- [INFORMATION SHOWN]

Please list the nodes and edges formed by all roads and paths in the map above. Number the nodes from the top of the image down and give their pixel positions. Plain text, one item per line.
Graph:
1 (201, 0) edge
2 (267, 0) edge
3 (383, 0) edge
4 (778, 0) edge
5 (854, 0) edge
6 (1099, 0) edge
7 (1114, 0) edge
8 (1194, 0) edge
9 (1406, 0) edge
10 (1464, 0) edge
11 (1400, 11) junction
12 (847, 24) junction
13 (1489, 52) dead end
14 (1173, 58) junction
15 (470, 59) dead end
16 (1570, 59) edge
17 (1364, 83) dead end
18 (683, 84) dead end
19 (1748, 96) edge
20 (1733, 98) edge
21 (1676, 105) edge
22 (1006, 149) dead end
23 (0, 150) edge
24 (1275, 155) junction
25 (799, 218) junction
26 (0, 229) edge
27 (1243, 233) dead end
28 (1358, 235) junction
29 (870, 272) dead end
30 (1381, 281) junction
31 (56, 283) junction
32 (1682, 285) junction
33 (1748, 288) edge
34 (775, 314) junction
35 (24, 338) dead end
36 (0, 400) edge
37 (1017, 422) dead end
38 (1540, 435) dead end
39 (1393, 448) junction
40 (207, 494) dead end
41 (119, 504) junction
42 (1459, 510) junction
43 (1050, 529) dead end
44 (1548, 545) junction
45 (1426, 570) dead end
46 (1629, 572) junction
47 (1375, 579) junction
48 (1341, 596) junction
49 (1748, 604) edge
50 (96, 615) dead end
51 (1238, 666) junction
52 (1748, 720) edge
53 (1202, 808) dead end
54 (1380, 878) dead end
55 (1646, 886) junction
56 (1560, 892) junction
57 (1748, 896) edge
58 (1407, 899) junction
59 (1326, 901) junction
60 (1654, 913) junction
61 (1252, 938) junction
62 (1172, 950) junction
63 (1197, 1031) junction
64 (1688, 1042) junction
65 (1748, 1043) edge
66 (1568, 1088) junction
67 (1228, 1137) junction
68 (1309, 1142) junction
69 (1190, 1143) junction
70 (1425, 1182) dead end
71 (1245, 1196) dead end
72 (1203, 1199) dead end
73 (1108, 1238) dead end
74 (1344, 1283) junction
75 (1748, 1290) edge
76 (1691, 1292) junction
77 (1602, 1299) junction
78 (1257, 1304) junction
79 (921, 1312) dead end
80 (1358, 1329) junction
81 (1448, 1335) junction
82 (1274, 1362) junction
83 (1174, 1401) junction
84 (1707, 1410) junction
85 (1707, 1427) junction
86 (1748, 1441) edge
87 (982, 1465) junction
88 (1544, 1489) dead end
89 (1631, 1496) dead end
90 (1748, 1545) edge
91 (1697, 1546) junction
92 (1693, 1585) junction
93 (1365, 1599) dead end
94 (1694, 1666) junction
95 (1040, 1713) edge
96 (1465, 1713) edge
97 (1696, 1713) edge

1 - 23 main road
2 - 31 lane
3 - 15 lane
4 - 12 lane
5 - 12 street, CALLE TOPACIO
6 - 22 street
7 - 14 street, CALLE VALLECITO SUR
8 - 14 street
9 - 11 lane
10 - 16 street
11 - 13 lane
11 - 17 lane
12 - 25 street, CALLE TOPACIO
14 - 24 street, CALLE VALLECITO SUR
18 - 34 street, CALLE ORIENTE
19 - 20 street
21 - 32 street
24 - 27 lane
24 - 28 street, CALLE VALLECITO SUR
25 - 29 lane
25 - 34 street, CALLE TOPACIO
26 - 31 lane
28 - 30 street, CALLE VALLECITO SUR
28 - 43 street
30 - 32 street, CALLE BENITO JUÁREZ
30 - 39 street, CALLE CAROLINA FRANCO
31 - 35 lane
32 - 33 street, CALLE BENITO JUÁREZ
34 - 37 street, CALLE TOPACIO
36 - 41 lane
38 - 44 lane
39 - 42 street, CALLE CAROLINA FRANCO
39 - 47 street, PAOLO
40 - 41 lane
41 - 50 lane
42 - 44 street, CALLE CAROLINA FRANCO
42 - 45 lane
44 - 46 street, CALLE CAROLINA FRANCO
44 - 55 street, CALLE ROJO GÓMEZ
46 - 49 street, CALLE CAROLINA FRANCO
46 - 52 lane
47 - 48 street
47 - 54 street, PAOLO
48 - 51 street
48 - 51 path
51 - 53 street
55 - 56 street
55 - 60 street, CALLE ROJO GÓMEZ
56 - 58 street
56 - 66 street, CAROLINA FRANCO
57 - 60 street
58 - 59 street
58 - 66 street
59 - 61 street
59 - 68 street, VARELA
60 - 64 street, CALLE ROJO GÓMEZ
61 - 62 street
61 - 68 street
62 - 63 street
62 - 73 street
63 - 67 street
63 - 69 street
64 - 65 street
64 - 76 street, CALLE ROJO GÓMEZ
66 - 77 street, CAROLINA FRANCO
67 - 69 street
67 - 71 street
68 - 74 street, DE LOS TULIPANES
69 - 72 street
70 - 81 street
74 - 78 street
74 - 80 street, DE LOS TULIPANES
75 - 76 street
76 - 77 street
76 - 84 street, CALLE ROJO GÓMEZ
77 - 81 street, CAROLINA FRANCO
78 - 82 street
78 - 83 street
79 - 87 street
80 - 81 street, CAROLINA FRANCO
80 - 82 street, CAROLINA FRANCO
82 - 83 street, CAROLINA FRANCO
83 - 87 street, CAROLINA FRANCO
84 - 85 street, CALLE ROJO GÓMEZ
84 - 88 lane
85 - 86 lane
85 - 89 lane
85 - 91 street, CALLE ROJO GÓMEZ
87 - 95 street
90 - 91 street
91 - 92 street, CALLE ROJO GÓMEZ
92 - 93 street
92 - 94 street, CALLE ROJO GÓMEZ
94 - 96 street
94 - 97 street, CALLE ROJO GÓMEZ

- [YOUR TASK] From the material above, copy each line that includes the word "TULIPANES".

- [EXPECTED ANSWER]
68 - 74 street, DE LOS TULIPANES
74 - 80 street, DE LOS TULIPANES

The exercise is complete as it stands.